Companies have made billions of dollars by turning everything we say, do, and look at online into an experiment in consumer profiling. Recently, some users have had enough, curtailing their use of social media or deleting their accounts completely. But that’s no guarantee of privacy, according to a new study. If you can be linked to other users, their activity can expose you, too. Now, computer scientists have shown that the Twitter streams of your 10 closest contacts can predict your future tweets even better than your own stream.
“It’s much easier than it looks,” to figure out a person’s character from such second-hand surveillance, says David Garcia, a computational social scientist at the Medical University of Vienna in Austria who was not involved in the study.
Instead of predicting anyone’s actual tweets, researchers at the University of Vermont in Burlington estimated how predictable a person’s future words would be, using a measurement known as entropy. More entropy means more randomness and less repetition. They looked at the Twitter streams of 927 users, each of whom had 50 to 500 followers, as well as the 15 users each of them had tweeted at the most. In each individual’s stream, they calculated how much entropy the sequence of words contained. (On average, tweeters had more entropy than Ernest Hemingway, less than James Joyce.) They then plugged that number into a tool from information theory called Fano’s inequality to calculate how well a person’s stream could predict the first word in his or her next tweet. That upper bound on accuracy was, on average, 53%. But predicting each successive word is somewhat less accurate.
Next, they calculated the upper bound for prediction based on the user’s stream, plus the streams of his or her 15 closest contacts. Accuracy rose to 60%. When they removed the user’s stream from the equation, that figure dropped to about 57%. That means that looking at the streams of a users’ contacts is nearly as good as including the user—and even better than surveilling the user alone, the researchers report today in Nature Human Behavior. It took the streams of just 10 contacts to surpass the predictive accuracy of the individual’s own Twitter stream. For comparison, predicting what someone will write based on a random assortment of strangers’ tweets yields a maximum accuracy of 51%. (That’s nearly the 53% predictability using the person’s own tweets because there’s a lot of regularity in the English language and in what people tweet about.)
“We used some very interesting mathematics from information theory to say: If you had the perfect machine learning method, how well could you do?” says lead author James Bagrow, a data scientist at the University of Vermont in Burlington. Joanne Hinds, a psychologist at the University of Bath in the United Kingdom, agrees. The new approach is “a unique method that goes beyond much of the existing work in this area,” she says.

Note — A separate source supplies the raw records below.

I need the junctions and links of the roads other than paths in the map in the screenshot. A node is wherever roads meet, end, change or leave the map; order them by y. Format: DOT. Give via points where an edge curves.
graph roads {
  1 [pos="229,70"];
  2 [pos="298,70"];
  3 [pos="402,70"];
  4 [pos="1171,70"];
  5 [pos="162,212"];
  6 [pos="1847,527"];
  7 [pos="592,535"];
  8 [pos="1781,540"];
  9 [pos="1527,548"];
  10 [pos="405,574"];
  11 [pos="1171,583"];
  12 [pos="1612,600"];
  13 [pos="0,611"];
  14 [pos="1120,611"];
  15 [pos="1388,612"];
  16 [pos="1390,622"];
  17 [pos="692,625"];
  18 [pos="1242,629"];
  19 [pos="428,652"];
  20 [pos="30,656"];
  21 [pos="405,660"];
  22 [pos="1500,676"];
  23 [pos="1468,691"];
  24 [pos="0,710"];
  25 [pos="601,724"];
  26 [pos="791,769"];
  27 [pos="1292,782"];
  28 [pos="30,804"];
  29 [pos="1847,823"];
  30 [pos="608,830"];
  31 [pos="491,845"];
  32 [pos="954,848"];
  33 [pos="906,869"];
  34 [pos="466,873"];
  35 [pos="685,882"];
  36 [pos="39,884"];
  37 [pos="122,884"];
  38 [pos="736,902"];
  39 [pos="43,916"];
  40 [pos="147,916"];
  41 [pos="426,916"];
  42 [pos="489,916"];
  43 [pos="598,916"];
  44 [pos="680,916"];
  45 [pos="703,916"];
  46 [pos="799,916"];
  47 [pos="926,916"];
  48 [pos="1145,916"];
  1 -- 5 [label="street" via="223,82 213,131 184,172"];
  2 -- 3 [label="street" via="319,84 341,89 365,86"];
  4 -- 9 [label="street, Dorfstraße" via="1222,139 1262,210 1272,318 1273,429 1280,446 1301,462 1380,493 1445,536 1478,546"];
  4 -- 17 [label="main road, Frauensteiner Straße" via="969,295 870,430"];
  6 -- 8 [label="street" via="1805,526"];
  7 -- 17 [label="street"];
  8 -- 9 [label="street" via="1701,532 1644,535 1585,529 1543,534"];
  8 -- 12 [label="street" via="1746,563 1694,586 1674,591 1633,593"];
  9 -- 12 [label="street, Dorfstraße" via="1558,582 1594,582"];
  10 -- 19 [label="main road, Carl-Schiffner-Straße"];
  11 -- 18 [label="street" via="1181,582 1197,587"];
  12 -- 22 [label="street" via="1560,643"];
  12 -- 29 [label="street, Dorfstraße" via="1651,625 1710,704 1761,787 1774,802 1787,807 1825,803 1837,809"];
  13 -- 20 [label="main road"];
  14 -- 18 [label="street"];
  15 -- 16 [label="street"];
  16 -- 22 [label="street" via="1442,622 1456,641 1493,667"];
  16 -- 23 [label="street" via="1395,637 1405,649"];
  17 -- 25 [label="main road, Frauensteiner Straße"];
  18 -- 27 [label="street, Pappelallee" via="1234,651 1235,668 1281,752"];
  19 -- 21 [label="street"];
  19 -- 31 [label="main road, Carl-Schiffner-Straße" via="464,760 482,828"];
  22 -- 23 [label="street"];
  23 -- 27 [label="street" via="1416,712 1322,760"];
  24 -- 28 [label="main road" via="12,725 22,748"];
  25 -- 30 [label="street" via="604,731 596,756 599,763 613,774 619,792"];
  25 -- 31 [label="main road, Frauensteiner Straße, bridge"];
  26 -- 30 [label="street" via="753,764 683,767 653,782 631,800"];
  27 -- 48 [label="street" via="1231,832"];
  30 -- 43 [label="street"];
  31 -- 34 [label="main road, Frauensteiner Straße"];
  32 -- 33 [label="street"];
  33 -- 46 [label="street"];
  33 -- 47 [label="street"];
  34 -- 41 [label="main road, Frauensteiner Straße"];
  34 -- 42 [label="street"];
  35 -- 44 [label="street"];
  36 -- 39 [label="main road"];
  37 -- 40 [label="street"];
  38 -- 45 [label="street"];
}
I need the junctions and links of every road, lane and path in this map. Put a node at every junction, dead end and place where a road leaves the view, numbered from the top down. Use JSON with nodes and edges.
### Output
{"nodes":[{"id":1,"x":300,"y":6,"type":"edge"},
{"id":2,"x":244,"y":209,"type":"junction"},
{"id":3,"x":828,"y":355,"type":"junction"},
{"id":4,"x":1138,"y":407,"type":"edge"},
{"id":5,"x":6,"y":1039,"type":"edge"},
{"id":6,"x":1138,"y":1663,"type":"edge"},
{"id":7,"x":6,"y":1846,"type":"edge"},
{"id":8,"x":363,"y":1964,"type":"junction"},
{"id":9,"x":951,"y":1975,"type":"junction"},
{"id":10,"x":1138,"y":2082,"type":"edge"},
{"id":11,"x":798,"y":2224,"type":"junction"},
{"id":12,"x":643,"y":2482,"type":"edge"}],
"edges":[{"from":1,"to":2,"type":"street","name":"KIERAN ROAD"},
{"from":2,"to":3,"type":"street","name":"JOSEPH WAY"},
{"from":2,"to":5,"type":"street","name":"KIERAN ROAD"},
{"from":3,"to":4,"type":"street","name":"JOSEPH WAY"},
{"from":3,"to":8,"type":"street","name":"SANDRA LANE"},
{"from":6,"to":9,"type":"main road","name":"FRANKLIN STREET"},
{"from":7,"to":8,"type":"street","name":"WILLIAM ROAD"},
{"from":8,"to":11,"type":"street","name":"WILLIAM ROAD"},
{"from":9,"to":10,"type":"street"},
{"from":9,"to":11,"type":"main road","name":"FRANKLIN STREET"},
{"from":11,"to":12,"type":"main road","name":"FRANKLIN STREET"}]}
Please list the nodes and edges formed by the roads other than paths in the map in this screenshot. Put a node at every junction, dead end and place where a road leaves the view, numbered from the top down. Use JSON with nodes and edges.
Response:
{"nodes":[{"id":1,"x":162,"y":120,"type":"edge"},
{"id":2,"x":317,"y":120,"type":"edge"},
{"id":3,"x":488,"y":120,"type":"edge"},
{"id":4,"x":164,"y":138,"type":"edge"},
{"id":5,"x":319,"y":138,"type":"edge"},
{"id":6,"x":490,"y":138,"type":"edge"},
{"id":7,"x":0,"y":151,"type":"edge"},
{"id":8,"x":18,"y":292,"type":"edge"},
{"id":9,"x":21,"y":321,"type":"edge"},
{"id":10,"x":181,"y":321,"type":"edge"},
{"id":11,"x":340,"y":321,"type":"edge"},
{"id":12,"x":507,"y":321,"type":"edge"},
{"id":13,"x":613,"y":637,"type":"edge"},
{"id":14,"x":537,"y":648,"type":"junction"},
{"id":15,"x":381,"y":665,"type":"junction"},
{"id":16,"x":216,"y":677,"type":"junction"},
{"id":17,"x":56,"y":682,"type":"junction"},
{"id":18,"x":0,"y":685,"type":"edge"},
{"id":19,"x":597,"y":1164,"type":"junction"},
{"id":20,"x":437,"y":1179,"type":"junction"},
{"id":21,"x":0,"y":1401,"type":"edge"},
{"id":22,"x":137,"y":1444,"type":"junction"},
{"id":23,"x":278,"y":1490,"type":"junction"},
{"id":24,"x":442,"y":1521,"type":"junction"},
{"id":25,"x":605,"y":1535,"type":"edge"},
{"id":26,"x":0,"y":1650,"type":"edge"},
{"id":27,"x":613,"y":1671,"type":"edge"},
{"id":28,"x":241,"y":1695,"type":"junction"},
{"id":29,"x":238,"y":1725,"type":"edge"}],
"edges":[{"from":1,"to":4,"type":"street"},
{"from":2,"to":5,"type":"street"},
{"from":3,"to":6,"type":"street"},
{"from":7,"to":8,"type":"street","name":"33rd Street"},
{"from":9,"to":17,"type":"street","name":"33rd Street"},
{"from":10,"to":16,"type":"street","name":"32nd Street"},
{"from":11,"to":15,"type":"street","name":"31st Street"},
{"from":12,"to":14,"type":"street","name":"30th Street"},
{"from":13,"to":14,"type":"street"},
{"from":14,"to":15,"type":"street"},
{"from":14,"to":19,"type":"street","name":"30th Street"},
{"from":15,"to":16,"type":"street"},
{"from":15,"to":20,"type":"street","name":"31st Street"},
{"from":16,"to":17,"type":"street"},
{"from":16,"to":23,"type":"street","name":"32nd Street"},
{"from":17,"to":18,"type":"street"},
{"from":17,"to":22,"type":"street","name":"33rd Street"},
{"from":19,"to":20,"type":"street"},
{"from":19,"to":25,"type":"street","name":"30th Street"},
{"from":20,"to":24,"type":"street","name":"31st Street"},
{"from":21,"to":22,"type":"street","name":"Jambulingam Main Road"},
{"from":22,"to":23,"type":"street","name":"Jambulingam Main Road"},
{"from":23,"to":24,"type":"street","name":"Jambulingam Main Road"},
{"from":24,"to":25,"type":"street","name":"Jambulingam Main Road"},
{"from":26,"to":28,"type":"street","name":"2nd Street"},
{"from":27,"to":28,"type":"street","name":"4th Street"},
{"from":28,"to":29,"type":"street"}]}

The results show that in principle, one could roughly predict what someone who’s not even on Twitter would tweet, Bagrow says. In reality, that would mean finding out who a person’s friends were offline and then finding those friends’ feeds on Twitter. But many apps ask for access to contact lists—and some have been known to share them. Facebook, for example, has plied users’ contact lists to create “shadow profiles” of people not even on the network. Researchers have already used people’s own tweets to predict personality, depression, and political orientation. Hypothetical tweets based on friends’ tweets might allow the same inferences.
One practical limitation of this work is that it treats all words as equally informative, but some might say more about you than others, Bagrow says. If your friends tweet a lot about, say, gay rights, or follow only Republican politicians, that could be especially revealing of your sexuality or political orientation. Garcia has found that contacts on Friendster can predict one’s sexuality and relationship status, and contacts on Twitter can predict one’s location. “We have barely scratched the surface of what types of information can be revealed in this way,” Hinds says.
“What concerns me in terms of privacy,” Bagrow says, “is that there are so many ways that these big platforms are getting at data that I think people don’t realize.” Another thing people may not consider, he says: “When they give up their own data, they’re also giving up data on their friends. What we think is an individual choice in a social network is not really.”